L'ouvrage est intéressant à plus d'un titre parce qu'Oskar Freysinger raconte son expérience de l'intérieur, l'expérience d'une déshumanisation, d'une destruction systématique de sa personne, de son image et de ses accomplissements. Il n'a pas fait face à une simple mauvaise foi partisane de quelques journalistes ou adversaires politiques, mais à un effort concerté et calculé pour l'abattre. Sa mise à mort a été planifiée politiquement, mais aussi socialement, intellectuellement et humainement. Et Oskar Freysinger n'est visiblement pas le seul à avoir vécu cela.

Le parcours de l'élu valaisan n'est pas sans rappeler celui d'autres élus de droite, en Suisse ou ailleurs, ou même de simples personnalités qui avaient le malheur d'être conservatrices. Pensons à l'affaire Legrix à La Chaux-de-Fonds. Pensons à l'affaire Kavanaugh aux États-Unis. Pensons à l'affaire Windisch à Genève. Il s'agit d'une approche fondamentalement différente de la chose politique.

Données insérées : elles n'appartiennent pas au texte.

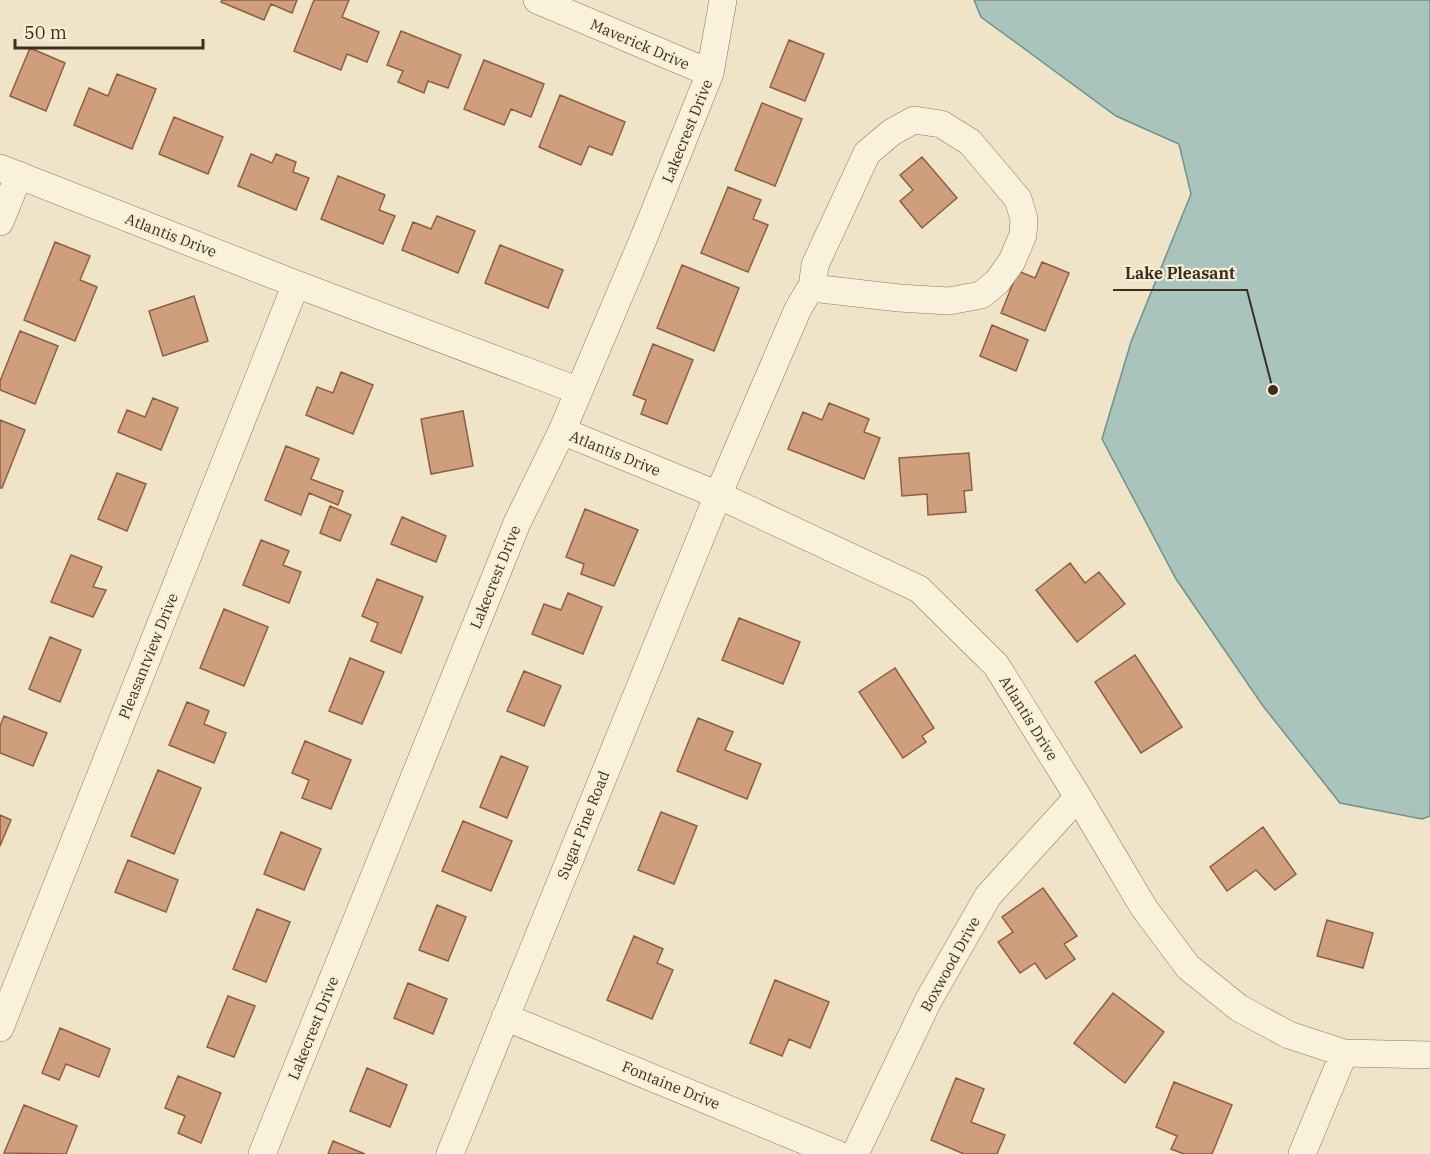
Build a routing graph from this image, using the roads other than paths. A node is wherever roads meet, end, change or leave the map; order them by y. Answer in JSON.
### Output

Lorsque la droite est en situation de faiblesse, elle concède sa défaite et affute ses arguments en vue de la prochaine échéance. La gauche, elle, cherche à salir le vainqueur de toutes les façons possibles, détruisant sa vie, sa réputation et sa famille, mentant autant que nécessaire.

Il y a quelques années, j'aurais trouvé le paragraphe précédent exagéré et peu compatible avec les valeurs suisses de discrétion et de vie paisible, mais l'expérience d'Oskar Freysinger - et malheureusement de plusieurs autres - montre que cette Suisse-là a elle aussi disparu. Compte tenu du terrorisme intellectuel exercé contre eux, autant ne pas s'étonner que les individus de droite, courageux et capables d'assumer la défense de leurs convictions dans l'élection pour un poste à l'exécutif, ne courent pas les rues. C'est une autre façon pour la gauche de tenir le terrain. Tant que le grand public se laissera berner par les grands médias, les choses ne feront qu'empirer dans cette direction.

Le Côté Obscur de la Lumière est un succès littéraire mérité, un livre que tout individu intéressé par la chose politique se devrait de lire, et, si vous parvenez à en dénicher un exemplaire en librairie, certainement un cadeau original à offrir pour Noël.